Copy the records below exactly.
*** Entries shown ***
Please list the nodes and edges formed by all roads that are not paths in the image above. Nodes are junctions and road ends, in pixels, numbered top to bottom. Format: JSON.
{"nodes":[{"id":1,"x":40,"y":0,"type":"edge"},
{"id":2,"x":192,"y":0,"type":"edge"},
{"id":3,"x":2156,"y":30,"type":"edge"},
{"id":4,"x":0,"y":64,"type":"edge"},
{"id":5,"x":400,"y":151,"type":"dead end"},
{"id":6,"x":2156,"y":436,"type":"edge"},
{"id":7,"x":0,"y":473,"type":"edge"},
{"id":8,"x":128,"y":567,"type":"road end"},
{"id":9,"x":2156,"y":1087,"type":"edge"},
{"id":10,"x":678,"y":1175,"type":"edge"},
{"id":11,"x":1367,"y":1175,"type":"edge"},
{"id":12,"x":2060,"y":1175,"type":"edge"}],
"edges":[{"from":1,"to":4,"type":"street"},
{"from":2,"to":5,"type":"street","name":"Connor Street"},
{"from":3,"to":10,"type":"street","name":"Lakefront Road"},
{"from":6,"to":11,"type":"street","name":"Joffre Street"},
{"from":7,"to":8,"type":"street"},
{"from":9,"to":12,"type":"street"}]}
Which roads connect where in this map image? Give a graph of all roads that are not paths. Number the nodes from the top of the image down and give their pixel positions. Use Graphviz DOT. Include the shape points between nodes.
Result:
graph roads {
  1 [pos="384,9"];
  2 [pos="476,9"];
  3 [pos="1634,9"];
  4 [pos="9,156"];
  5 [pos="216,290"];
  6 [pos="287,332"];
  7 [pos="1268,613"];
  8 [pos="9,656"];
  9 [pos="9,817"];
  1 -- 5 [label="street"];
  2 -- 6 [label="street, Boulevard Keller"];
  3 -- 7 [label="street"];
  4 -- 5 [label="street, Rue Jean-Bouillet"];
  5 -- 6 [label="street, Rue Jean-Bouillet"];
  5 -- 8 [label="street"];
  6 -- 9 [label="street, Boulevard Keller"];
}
*** End of Entries shown ***
▶ **Answer box**:
Please list the nodes and edges formed by all roads that are not paths in the image above. Nodes are junctions and road ends, in pixels, numbered top to bottom. Format: JSON.
{"nodes":[{"id":1,"x":40,"y":0,"type":"edge"},
{"id":2,"x":192,"y":0,"type":"edge"},
{"id":3,"x":2156,"y":30,"type":"edge"},
{"id":4,"x":0,"y":64,"type":"edge"},
{"id":5,"x":400,"y":151,"type":"dead end"},
{"id":6,"x":2156,"y":436,"type":"edge"},
{"id":7,"x":0,"y":473,"type":"edge"},
{"id":8,"x":128,"y":567,"type":"road end"},
{"id":9,"x":2156,"y":1087,"type":"edge"},
{"id":10,"x":678,"y":1175,"type":"edge"},
{"id":11,"x":1367,"y":1175,"type":"edge"},
{"id":12,"x":2060,"y":1175,"type":"edge"}],
"edges":[{"from":1,"to":4,"type":"street"},
{"from":2,"to":5,"type":"street","name":"Connor Street"},
{"from":3,"to":10,"type":"street","name":"Lakefront Road"},
{"from":6,"to":11,"type":"street","name":"Joffre Street"},
{"from":7,"to":8,"type":"street"},
{"from":9,"to":12,"type":"street"}]}
Which roads connect where in this map image? Give a graph of all roads that are not paths. Number the nodes from the top of the image down and give their pixel positions. Use Graphviz DOT. Include the shape points between nodes.
Result:
graph roads {
  1 [pos="384,9"];
  2 [pos="476,9"];
  3 [pos="1634,9"];
  4 [pos="9,156"];
  5 [pos="216,290"];
  6 [pos="287,332"];
  7 [pos="1268,613"];
  8 [pos="9,656"];
  9 [pos="9,817"];
  1 -- 5 [label="street"];
  2 -- 6 [label="street, Boulevard Keller"];
  3 -- 7 [label="street"];
  4 -- 5 [label="street, Rue Jean-Bouillet"];
  5 -- 6 [label="street, Rue Jean-Bouillet"];
  5 -- 8 [label="street"];
  6 -- 9 [label="street, Boulevard Keller"];
}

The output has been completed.